The youngest child of the family is about a year old and the eldest 6 years.
One of the sources that is trying to help this family and who spoke on condition of anonymity, said that the family is in danger in Iraq because their mother could face an honor killing for not having the consent of her parents upon getting married.
“The family has two rejections for asylum and they are staying at the asylum reception center in Pori,” the person said. “I wish our government would follow the law and not return women and children back to conflict areas where they are put in harm’s way.”
The Finnish Constitution doesn’t allow minors and adults to be deported to war zones.
Section 9 of the Constitution guarantees:
“The right of foreigners to enter Finland and to remain in the country is regulated by an Act. A foreigner shall not be deported, extradited or returned to another country, if in consequence he or she is in danger of a death sentence, torture or other treatment violating human dignity.”
Three of the four children of the Iraqi family posing in the picture could be deported from Finland next week.

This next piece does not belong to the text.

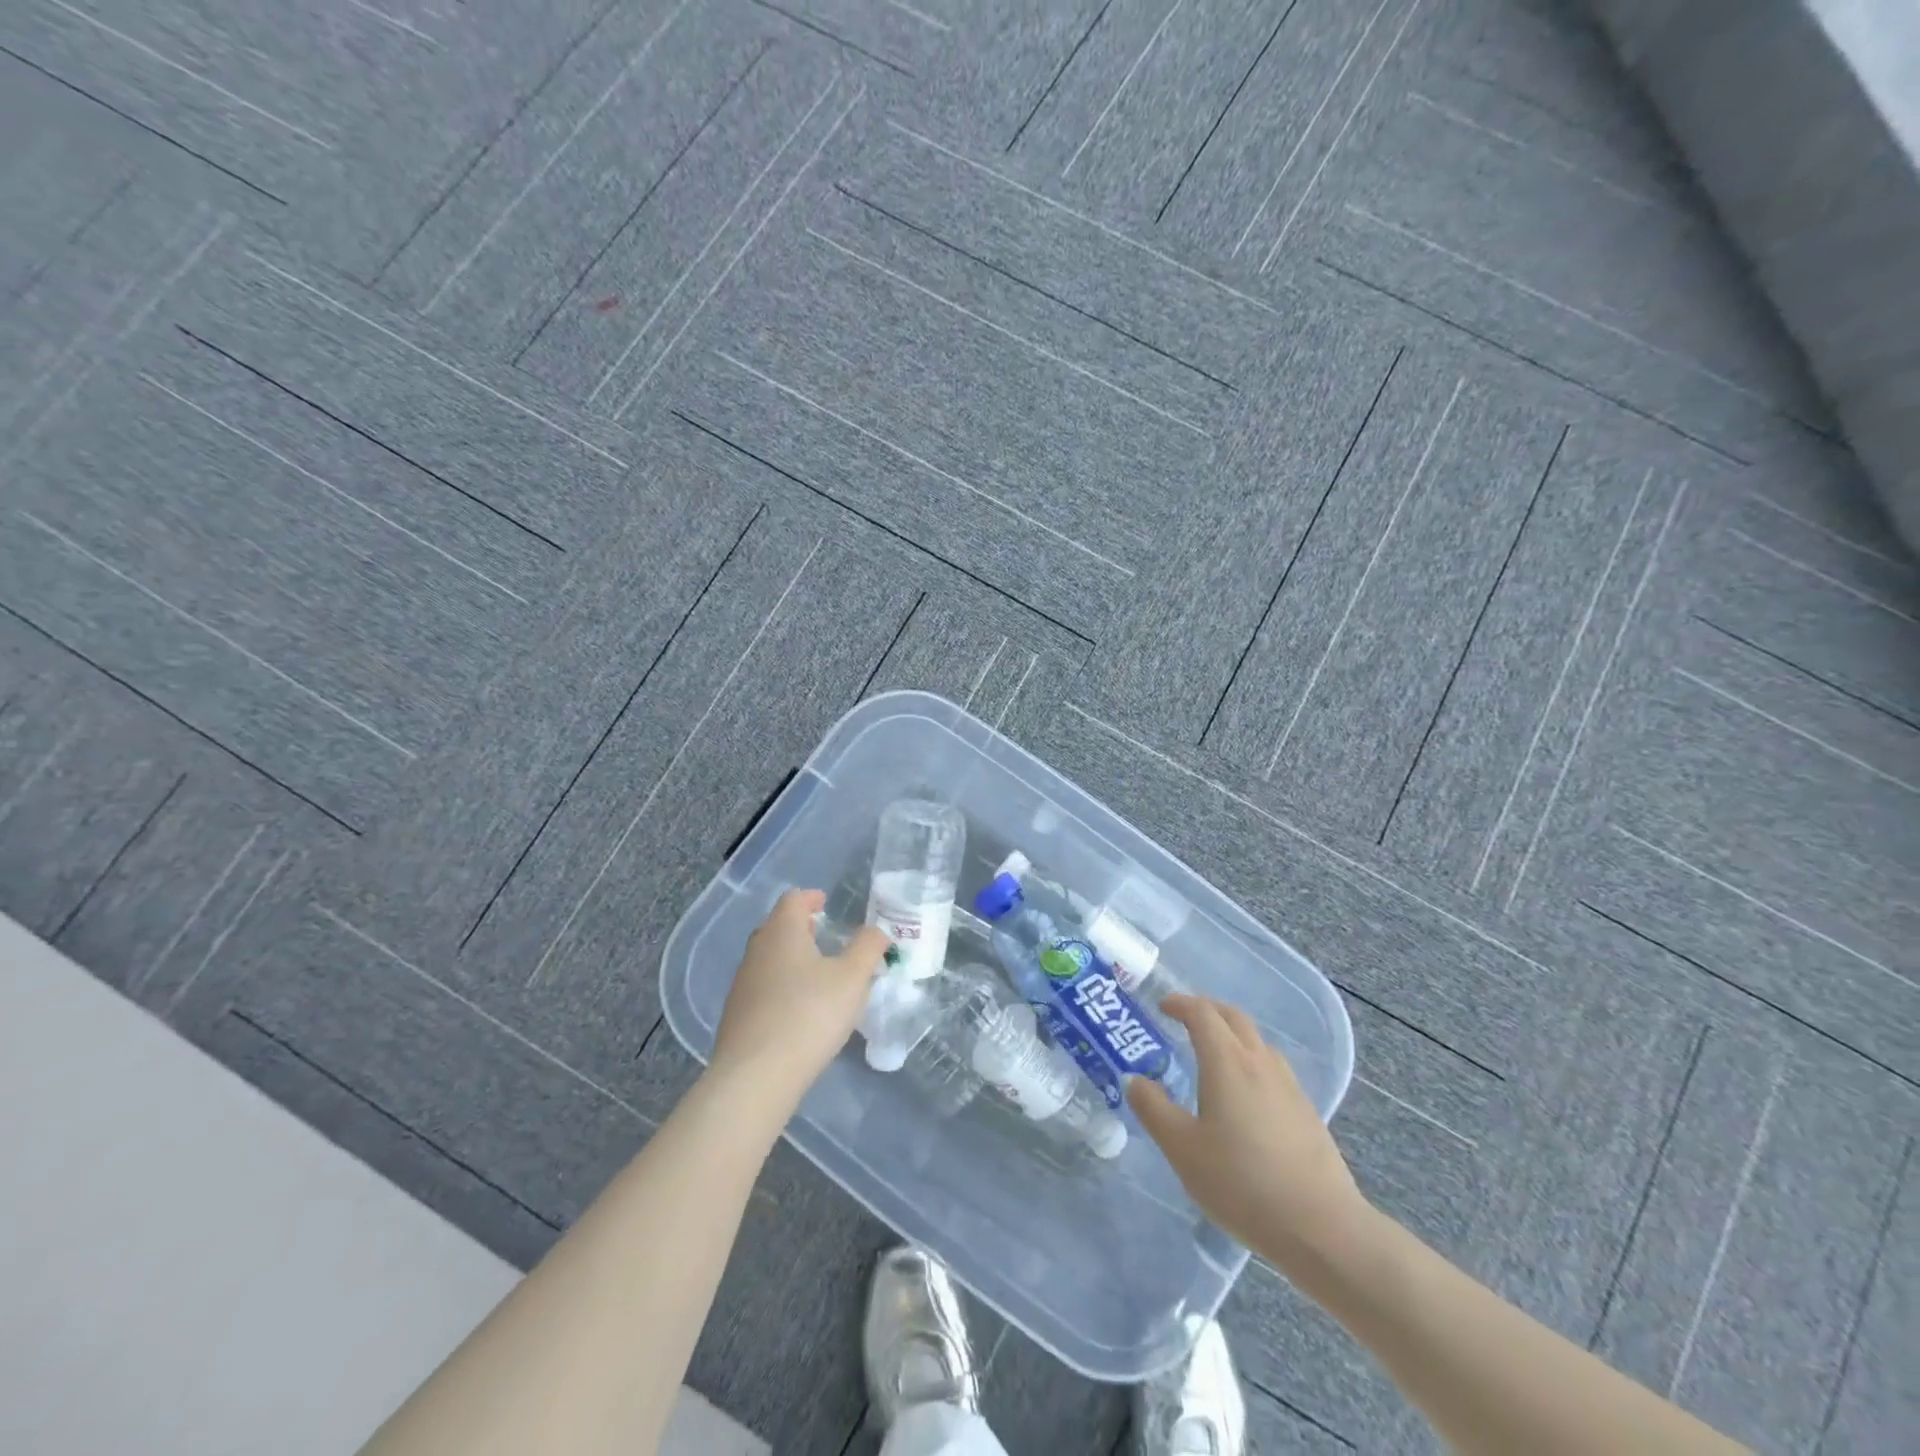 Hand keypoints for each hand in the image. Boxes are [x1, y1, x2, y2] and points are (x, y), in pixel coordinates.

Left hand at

Taking into account the the number of deportations to countries like Iraq will pick up this year, the Finnish parliament approved in December that children can be locked up like common criminals like in the case of the Iraqi family of nine at the Joutsen immigration removal center.
All the Finnish parties except for the Greens, Left Alliance and the Swedish People’s Party voted in favor of the law, according to a statement by Amnesty International.